In these strange days, the little things matter. A lot.


  1. I think it was a totally understandable thing to do - I'm sure I'd've done exactly the same in your shoes x

  2. Oh wow. Love does strange things to us, but it is so wonderful isn't it?.

  3. It is, Jaycee. As we came home in the dark, we saw a lot of Christmas decorating. I don't believe that I ever noticed decorating done so far in advance before. But let me tell you, I noticed it last night, and it was beautiful.

  4. That's a wonderful selfless thing to do and will mean so much to her as she gets older. Especially when she looks back at the weird and wonderful year that is 2020!

  5. Your trip makes sense to me, and probably does to anyone who is a grandmother.

  6. I've been struggling with a similar situation with my grandmother. She has been locked down since March in her assisted living residence with no visitors allowed. Part of me wants to go up there and meet her outside but I also know that should I accidentally pass on Covid to her, it would most likely take her life and I don't think I could live with that. She can't do video calls so thus far, it has just been phone calls. But it breaks my heart to hear her as she slowly declines with age and I can't be there.

    We decorated this past weekend since we don't have any Thanksgiving plans outside of just us. I still haven't turned on the outside lights and won't until probably Thanksgiving evening.

  7. A friend's mother was in a home due to dementia issues. During the lockdown, they saw her decline with astonishing rapidity. Deprived of family contact, she began to lose touch with reality all together. Frightened to lose her completely, they brought her home. She still has dementia issues. She also fell and broke her shoulder the first week home. But she's doing much better mentally. These days are taking an awful toll on our seniors.

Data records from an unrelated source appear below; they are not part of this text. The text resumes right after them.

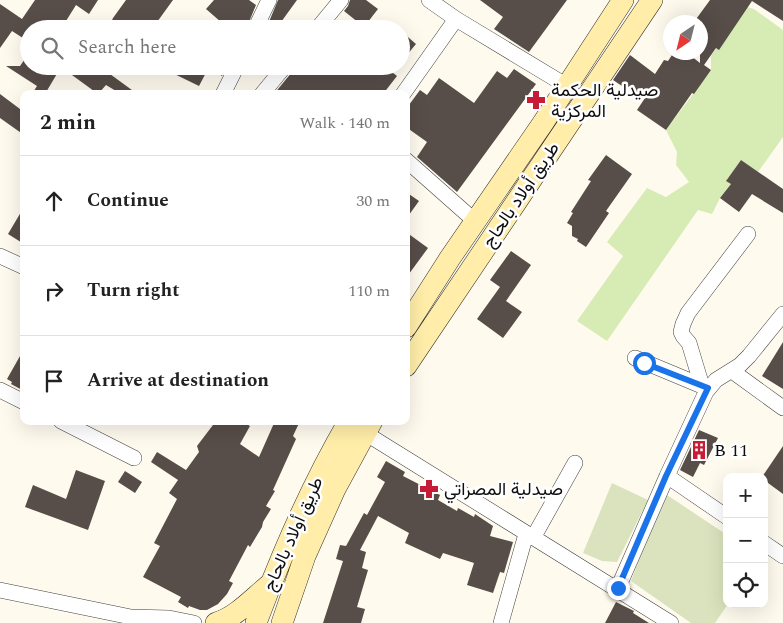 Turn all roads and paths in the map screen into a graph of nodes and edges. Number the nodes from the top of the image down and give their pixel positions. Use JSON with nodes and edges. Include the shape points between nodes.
{"nodes":[{"id":1,"x":269,"y":0,"type":"edge"},
{"id":2,"x":341,"y":0,"type":"edge"},
{"id":3,"x":429,"y":0,"type":"edge"},
{"id":4,"x":623,"y":0,"type":"edge"},
{"id":5,"x":652,"y":0,"type":"edge"},
{"id":6,"x":456,"y":19,"type":"junction"},
{"id":7,"x":259,"y":20,"type":"edge"},
{"id":8,"x":324,"y":20,"type":"edge"},
{"id":9,"x":233,"y":75,"type":"edge"},
{"id":10,"x":278,"y":75,"type":"edge"},
{"id":11,"x":567,"y":86,"type":"junction"},
{"id":12,"x":226,"y":90,"type":"edge"},
{"id":13,"x":265,"y":90,"type":"edge"},
{"id":14,"x":406,"y":90,"type":"edge"},
{"id":15,"x":410,"y":164,"type":"edge"},
{"id":16,"x":476,"y":222,"type":"junction"},
{"id":17,"x":748,"y":234,"type":"dead end"},
{"id":18,"x":0,"y":256,"type":"edge"},
{"id":19,"x":20,"y":265,"type":"edge"},
{"id":20,"x":783,"y":314,"type":"edge"},
{"id":21,"x":410,"y":321,"type":"edge"},
{"id":22,"x":635,"y":358,"type":"dead end"},
{"id":23,"x":410,"y":360,"type":"edge"},
{"id":24,"x":732,"y":371,"type":"junction"},
{"id":25,"x":705,"y":387,"type":"junction"},
{"id":26,"x":0,"y":390,"type":"edge"},
{"id":27,"x":20,"y":400,"type":"edge"},
{"id":28,"x":783,"y":408,"type":"edge"},
{"id":29,"x":70,"y":425,"type":"edge"},
{"id":30,"x":354,"y":425,"type":"edge"},
{"id":31,"x":134,"y":458,"type":"dead end"},
{"id":32,"x":575,"y":463,"type":"dead end"},
{"id":33,"x":666,"y":476,"type":"junction"},
{"id":34,"x":723,"y":514,"type":"edge"},
{"id":35,"x":529,"y":536,"type":"junction"},
{"id":36,"x":768,"y":546,"type":"edge"},
{"id":37,"x":783,"y":556,"type":"edge"},
{"id":38,"x":271,"y":584,"type":"junction"},
{"id":39,"x":618,"y":588,"type":"junction"},
{"id":40,"x":0,"y":590,"type":"edge"},
{"id":41,"x":291,"y":596,"type":"junction"},
{"id":42,"x":137,"y":620,"type":"edge"},
{"id":43,"x":194,"y":623,"type":"edge"},
{"id":44,"x":216,"y":623,"type":"edge"},
{"id":45,"x":256,"y":623,"type":"edge"},
{"id":46,"x":282,"y":623,"type":"edge"},
{"id":47,"x":295,"y":623,"type":"edge"},
{"id":48,"x":501,"y":623,"type":"edge"},
{"id":49,"x":671,"y":623,"type":"edge"}],
"edges":[{"from":1,"to":7,"type":"street"},
{"from":2,"to":8,"type":"street"},
{"from":3,"to":6,"type":"street"},
{"from":4,"to":11,"type":"main road","name":"طريق أولاد بالحاج"},
{"from":5,"to":23,"type":"main road","name":"طريق أولاد بالحاج"},
{"from":6,"to":11,"type":"street"},
{"from":6,"to":14,"type":"street"},
{"from":9,"to":12,"type":"street"},
{"from":10,"to":13,"type":"street"},
{"from":11,"to":16,"type":"main road","name":"طريق أولاد بالحاج"},
{"from":15,"to":16,"type":"street"},
{"from":16,"to":21,"type":"main road","name":"طريق أولاد بالحاج"},
{"from":17,"to":25,"type":"street","via":[[683,324],[682,336],[689,343]]},
{"from":18,"to":19,"type":"street"},
{"from":20,"to":24,"type":"street","via":[[749,356]]},
{"from":22,"to":25,"type":"street"},
{"from":24,"to":25,"type":"street"},
{"from":24,"to":28,"type":"street"},
{"from":25,"to":33,"type":"street"},
{"from":26,"to":27,"type":"street"},
{"from":29,"to":31,"type":"street"},
{"from":30,"to":35,"type":"street"},
{"from":30,"to":38,"type":"main road","name":"طريق أولاد بالحاج","via":[[318,476]]},
{"from":30,"to":41,"type":"main road","name":"طريق أولاد بالحاج","via":[[331,498]]},
{"from":32,"to":35,"type":"street"},
{"from":33,"to":34,"type":"street"},
{"from":33,"to":39,"type":"street"},
{"from":35,"to":39,"type":"street"},
{"from":35,"to":48,"type":"street"},
{"from":36,"to":37,"type":"street"},
{"from":38,"to":44,"type":"main road","via":[[227,620]]},
{"from":38,"to":45,"type":"main road","name":"طريق أولاد بالحاج"},
{"from":39,"to":49,"type":"street"},
{"from":40,"to":42,"type":"street"},
{"from":41,"to":46,"type":"main road","name":"طريق أولاد بالحاج"},
{"from":41,"to":47,"type":"main road"},
{"from":42,"to":43,"type":"street","via":[[169,618]]}]}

  8. I love this so much! Lucky Iris to have grandparents like you!

  9. I’m pretty fragile right now and you just pushed me over. LOVE THIS!

  10. A fine and indeed moving account of the current challenges we face. I too, have rarely been accused of being sensible (although I have sometimes been called intelligent, indeed one of my favourite quotes remembered from my dear dead father, is "How can someone as intelligent as you always be so bloody stupid?" :)

  11. My grand sons birthday is Dec. 18. I always send his gift the first part of Dec. so he can enjoy both birthday and Christmas as two holidays. You know people without grands think we might be crazy but when they have one it all comes to them, grands are so special. I have one in South Korea that we will not get to see for another year, that is hard for me.

  12. Good for you. You helped Iris have a memorable Christmas. I don't think it was a crazy thing to do at all! (I kind of miss long drives, actually. I never have the opportunity to do them here!)

  13. Another year? Yikes, Ellie. That IS rough. I am so grateful for the technology we have that bridges these distances. It makes being a long distance grandma easier.

  14. Well, I think you are a very special person to have done this.